Provided data below:

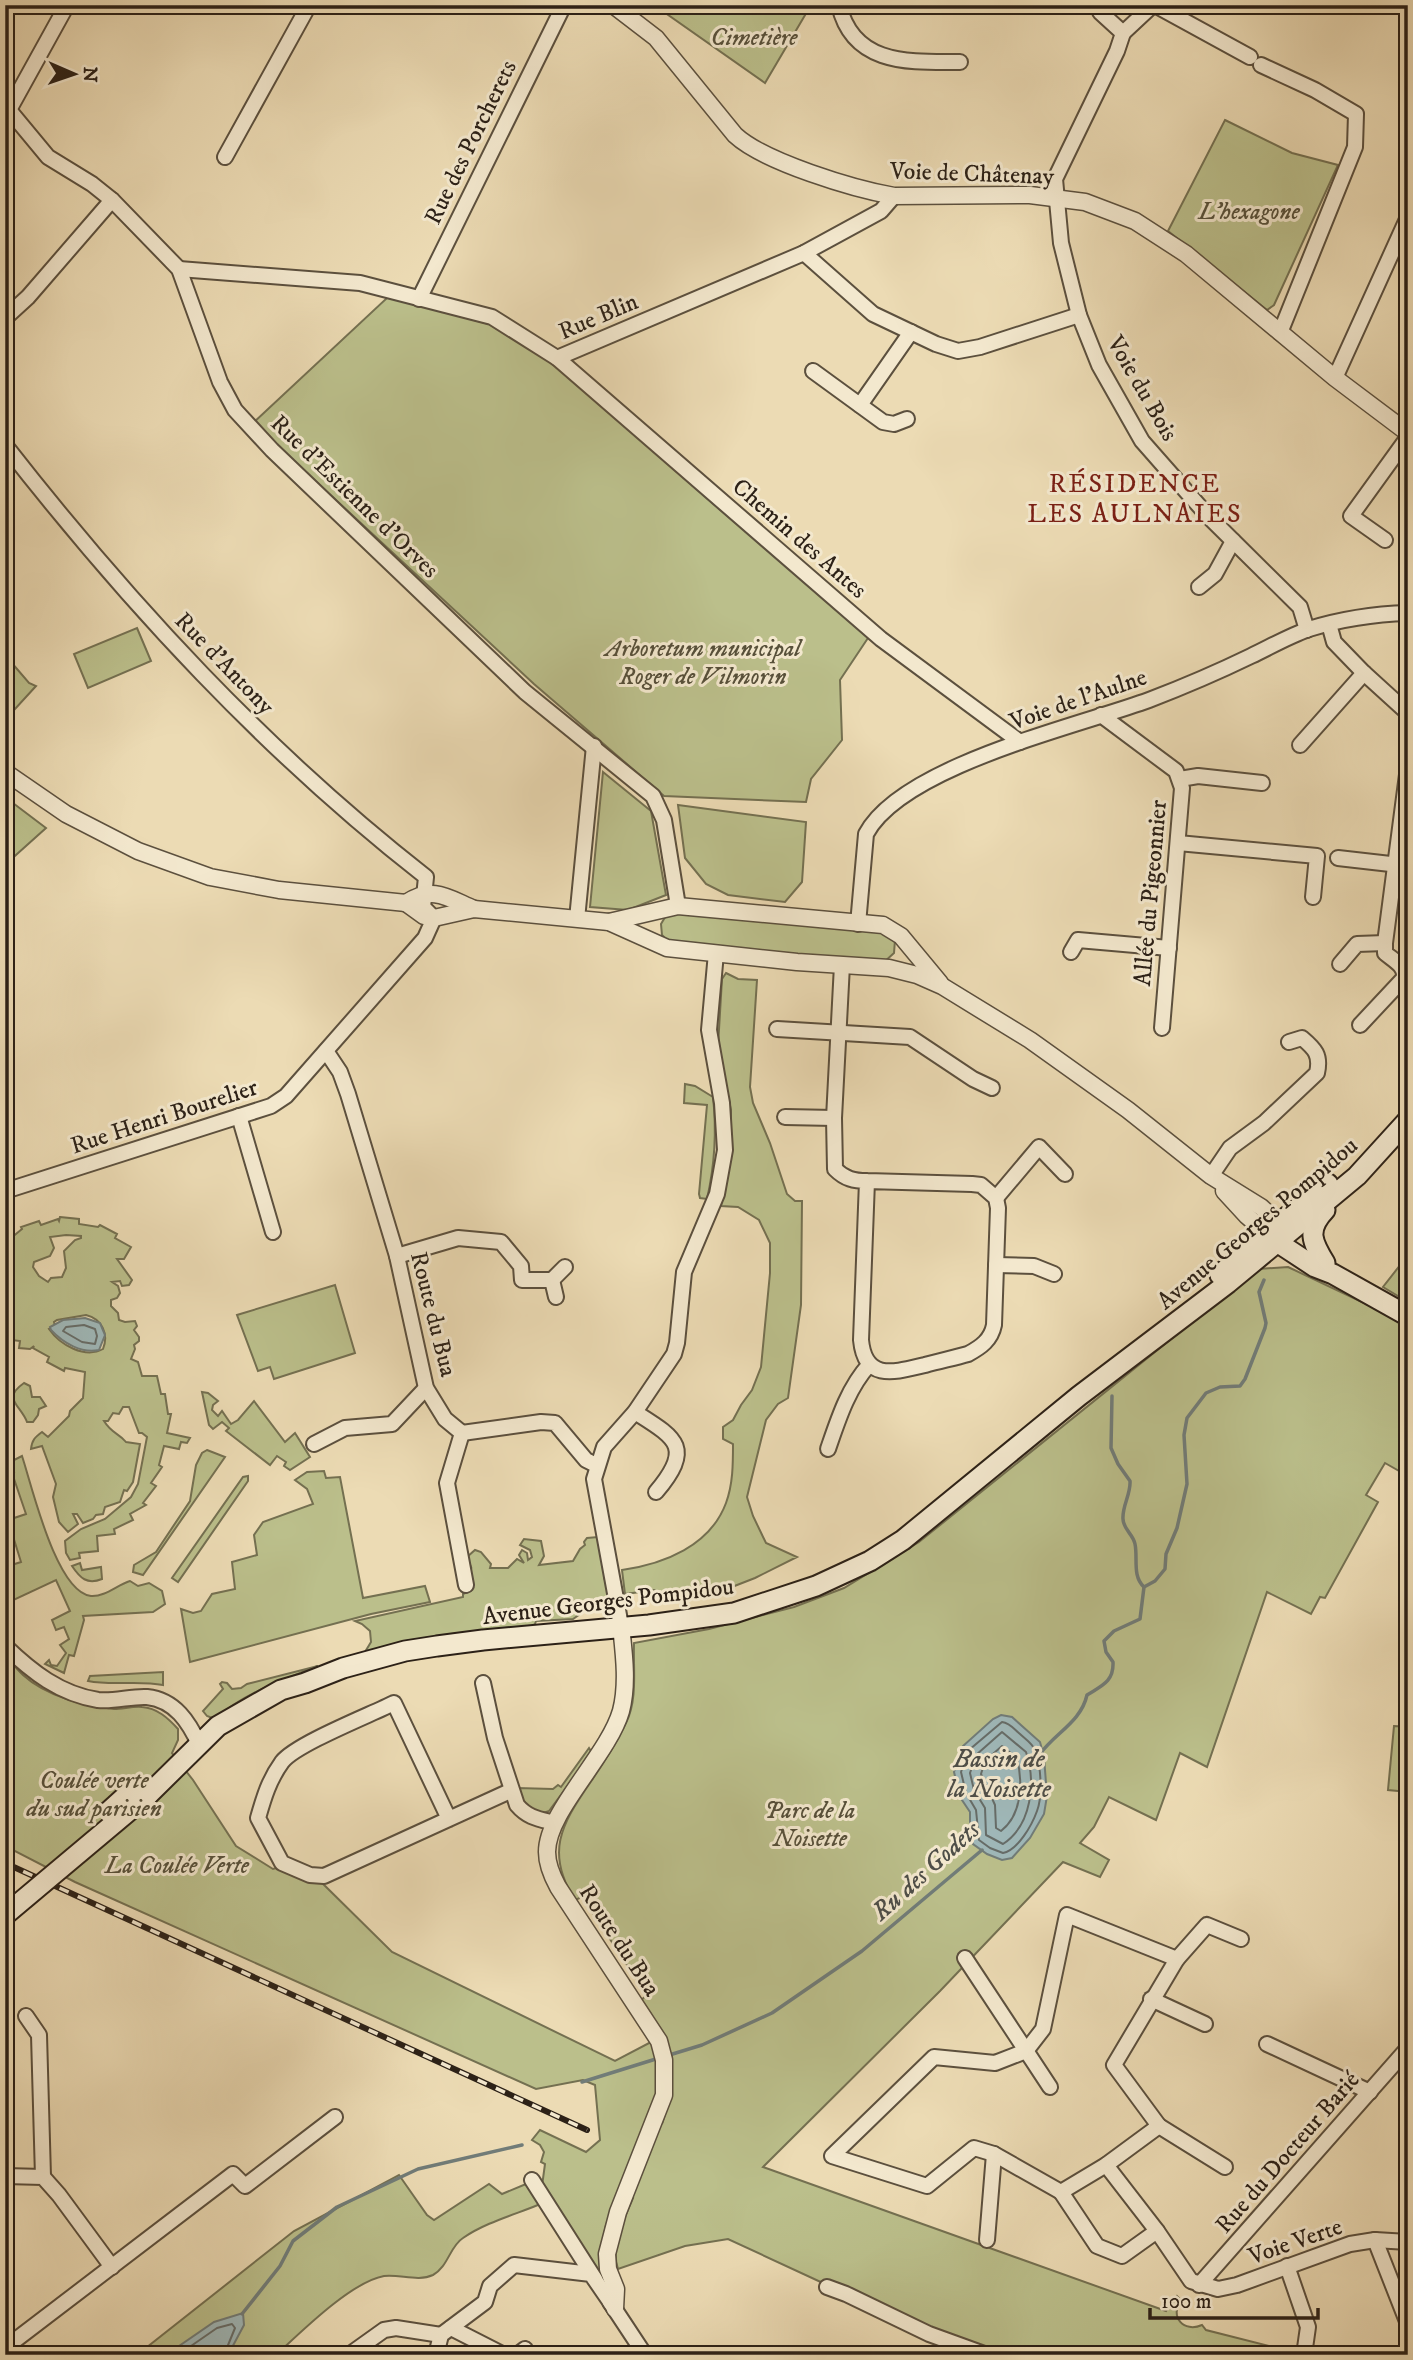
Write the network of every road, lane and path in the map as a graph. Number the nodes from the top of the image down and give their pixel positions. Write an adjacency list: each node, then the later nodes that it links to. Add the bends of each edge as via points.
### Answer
1 (66, 5): 10 (street)
2 (309, 5): 11 (street)
3 (564, 5): 18 (street, Rue des Porcherets)
4 (613, 5): 12 (street, Voie de Châtenay, via 656,38 750,148)
5 (839, 5): 9 (street, via 850,32 877,54 905,61)
6 (1099, 5): 8 (street, via 1100,12)
7 (1154, 5): 8 (street); 22 (street, via 1356,114 1355,147)
8 (1123, 33): 13 (street, Voie du Bois, via 1055,179)
9 (960, 62)
10 (7, 109): 14 (street, Rue d'Estienne d'Orves, via 54,162)
11 (225, 157)
12 (894, 196): 13 (street, Voie de Châtenay, via 1017,194); 16 (street, Rue Blin, via 881,211)
13 (1057, 198): 19 (street, Voie du Bois, via 1061,243); 22 (street, Voie de Châtenay, via 1105,208 1153,231)
14 (112, 200): 17 (street, Rue d'Estienne d'Orves); 20 (street)
15 (1408, 217): 25 (street)
16 (804, 253): 21 (street, via 873,314); 23 (street, Rue Blin)
17 (179, 269): 18 (street, Rue Blin, via 360,283); 41 (street, Rue d'Estienne d'Orves, via 220,382 235,410 524,692)
18 (419, 299): 23 (street, Rue Blin, via 492,317)
19 (1079, 314): 21 (street, via 958,351); 31 (street, Voie du Bois, via 1099,365 1142,441)
20 (5, 318)
21 (911, 332): 26 (street)
22 (1280, 333): 25 (street, Voie de Châtenay)
23 (557, 358): 39 (street, Chemin des Antes, via 881,639)
24 (813, 371): 26 (street)
25 (1335, 378): 28 (street, Voie de Châtenay)
26 (860, 405): 27 (street, via 883,422)
27 (907, 419)
28 (1408, 435): 30 (street, via 1351,516)
29 (5, 445): 49 (street, Rue d'Antony, via 219,694 330,800 426,877)
30 (1385, 540)
31 (1233, 541): 32 (street, via 1214,574); 35 (street, Voie du Bois, via 1300,607)
32 (1199, 587)
33 (1408, 613): 34 (street, Voie de l'Aulne)
34 (1329, 624): 35 (street, Voie de l'Aulne); 36 (street, via 1334,642)
35 (1307, 630): 38 (street, Voie de l'Aulne, via 1150,699)
36 (1364, 673): 37 (street); 40 (street)
37 (1408, 713)
38 (1101, 715): 39 (street, Voie de l'Aulne); 44 (street, Allée du Pigeonnier, via 1176,771)
39 (1020, 742): 58 (street, Voie de l'Aulne, via 922,784 874,822 864,845)
40 (1300, 745)
41 (594, 746): 52 (street, Rue d'Estienne d'Orves, via 658,804); 56 (street)
42 (1408, 767): 48 (street)
43 (5, 772): 51 (street, via 66,814 114,839 210,877 279,890)
44 (1180, 779): 45 (street, via 1198,776); 46 (street, Allée du Pigeonnier)
45 (1262, 783)
46 (1178, 843): 50 (street, via 1317,856); 62 (street, Allée du Pigeonnier)
47 (1338, 858): 48 (street)
48 (1401, 865): 61 (street)
49 (426, 893): 51 (street); 53 (street); 55 (street, via 424,907)
50 (1313, 897)
51 (406, 903): 55 (street)
52 (678, 906): 54 (street); 58 (street)
53 (474, 909): 55 (street); 56 (street)
54 (658, 911): 57 (street); 60 (street, via 653,928)
55 (434, 918): 74 (street, Rue Henri Bourelier, via 425,938)
56 (578, 919): 57 (street)
57 (609, 922): 60 (street)
58 (858, 923): 59 (street, via 883,925)
59 (901, 936): 67 (street, via 900,958); 68 (street)
60 (656, 942): 64 (street, via 667,948)
61 (1385, 943): 65 (street, via 1357,944); 69 (street, via 1385,953 1404,969 1404,978)
62 (1169, 947): 63 (street, via 1078,940); 70 (street, Allée du Pigeonnier)
63 (1071, 952)
64 (716, 953): 66 (street); 100 (street, via 709,1030 722,1103 723,1170 684,1272 674,1354)
65 (1340, 964)
66 (842, 965): 67 (street); 72 (street)
67 (889, 968): 68 (street)
68 (942, 986): 81 (street, via 1041,1048)
69 (1360, 1025)
70 (1162, 1028)
71 (777, 1029): 72 (street)
72 (838, 1032): 75 (street, via 910,1037); 78 (street)
73 (1289, 1042): 81 (street, via 1302,1038 1317,1051 1317,1073 1230,1148)
74 (326, 1051): 76 (street, Rue Henri Bourelier, via 286,1096); 88 (street, Route du Bua, via 348,1094)
75 (992, 1088)
76 (239, 1116): 84 (street, Rue Henri Bourelier); 86 (street)
77 (785, 1116): 78 (street)
78 (834, 1118): 83 (street, via 835,1169 842,1177)
79 (1406, 1121): 82 (main road, Avenue Georges Pompidou); 87 (main road, Avenue Georges Pompidou)
80 (1065, 1174): 85 (street, via 1039,1147)
81 (1211, 1176): 87 (street, via 1247,1216)
82 (1357, 1176): 87 (main road, Avenue Georges Pompidou); 91 (main road, via 1315,1220 1314,1245)
83 (867, 1181): 85 (street, via 981,1185); 98 (street, via 861,1340)
84 (5, 1191)
85 (996, 1198): 89 (street)
86 (273, 1232)
87 (1278, 1233): 91 (main road); 94 (main road, Avenue Georges Pompidou); 97 (main road, Avenue Georges Pompidou)
88 (397, 1256): 93 (street, via 458,1238 501,1242 521,1266 522,1280); 99 (street, Route du Bua)
89 (996, 1265): 92 (street, via 1034,1266); 98 (street, via 994,1325 984,1344 968,1354 894,1372)
90 (565, 1267): 93 (street)
91 (1324, 1268): 94 (main road, via 1282,1261 1259,1266); 96 (main road)
92 (1054, 1274)
93 (552, 1280): 95 (street)
94 (1228, 1283): 97 (main road, Avenue Georges Pompidou)
95 (556, 1297)
96 (1408, 1316)
97 (1134, 1354): 107 (main road, Avenue Georges Pompidou, via 942,1510 870,1560 816,1587 734,1613)
98 (869, 1365): 103 (street, via 838,1420)
99 (426, 1388): 101 (street, Route du Bua, via 445,1419); 102 (street, via 392,1424 345,1428)
100 (635, 1412): 104 (street, via 604,1447); 105 (street, via 674,1441 675,1464)
101 (462, 1433): 104 (street, via 555,1423 586,1460); 106 (street, via 447,1483)
102 (314, 1444)
103 (828, 1449)
104 (596, 1465): 107 (street, via 594,1479)
105 (656, 1492)
106 (466, 1585)
107 (621, 1626): 110 (main road, Avenue Georges Pompidou, via 405,1651 343,1668 305,1683); 114 (street, via 625,1686 621,1711 608,1742)
108 (5, 1646): 110 (street, via 62,1690 99,1700 148,1697 170,1705 183,1714)
109 (483, 1683): 112 (street)
110 (200, 1746): 111 (main road, Avenue Georges Pompidou)
111 (143, 1789): 115 (main road, Avenue Georges Pompidou, bridge); 116 (main road, Avenue Georges Pompidou, bridge)
112 (510, 1791): 113 (street); 114 (street, via 524,1813)
113 (449, 1819): 113 (street, via 324,1876 282,1863 258,1818 267,1786 284,1759 394,1703)
114 (555, 1823): 145 (street, Route du Bua, via 549,1838 552,1876 659,2041 665,2069 664,2095 618,2212 607,2253 616,2289)
115 (5, 1904)
116 (5, 1915)
117 (1241, 1939): 119 (street, via 1207,1925)
118 (965, 1958): 125 (street)
119 (1177, 1959): 120 (street); 125 (street, via 1067,1914 1043,2029)
120 (1151, 1999): 122 (street); 129 (street, via 1114,2065)
121 (26, 2016): 134 (street, via 39,2035)
122 (1205, 2024)
123 (1267, 2044): 127 (street)
124 (1408, 2048): 127 (street, Rue du Docteur Barié)
125 (1026, 2051): 126 (street); 130 (street, via 995,2063 934,2057 832,2156 927,2186 974,2148)
126 (1050, 2087)
127 (1370, 2092): 143 (street, Rue du Docteur Barié)
128 (335, 2117): 142 (street, via 245,2186 233,2174)
129 (1159, 2126): 131 (street); 132 (street)
130 (995, 2154): 136 (street); 138 (street)
131 (1106, 2165): 136 (street); 137 (street)
132 (1225, 2167)
133 (5, 2176): 134 (street)
134 (43, 2177): 142 (street)
135 (532, 2180): 145 (street)
136 (1061, 2192): 137 (street, via 1097,2246 1122,2256)
137 (1157, 2231): 143 (street, via 1191,2281)
138 (988, 2240)
139 (1375, 2240): 140 (street, Voie Verte); 141 (street, Voie Verte); 146 (street)
140 (1408, 2242)
141 (1287, 2266): 143 (street, Voie Verte, via 1237,2286); 149 (street, via 1308,2327)
142 (111, 2267): 148 (street)
143 (1199, 2285)
144 (827, 2287): 154 (street)
145 (614, 2309): 147 (street, via 591,2274 514,2264 490,2286 485,2302); 153 (street)
146 (1408, 2323)
147 (446, 2332): 150 (street, via 384,2330); 151 (street); 152 (street)
148 (5, 2348)
149 (1305, 2348)
150 (349, 2355)
151 (436, 2355)
152 (504, 2355)
153 (645, 2355)
154 (987, 2355)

End of Provided data.

What is needed:
Starting from the data above, filter for lines with "Châtenay" and copy each one.

Written answer:
4 (613, 5): 12 (street, Voie de Châtenay, via 656,38 750,148)
12 (894, 196): 13 (street, Voie de Châtenay, via 1017,194); 16 (street, Rue Blin, via 881,211)
13 (1057, 198): 19 (street, Voie du Bois, via 1061,243); 22 (street, Voie de Châtenay, via 1105,208 1153,231)
22 (1280, 333): 25 (street, Voie de Châtenay)
25 (1335, 378): 28 (street, Voie de Châtenay)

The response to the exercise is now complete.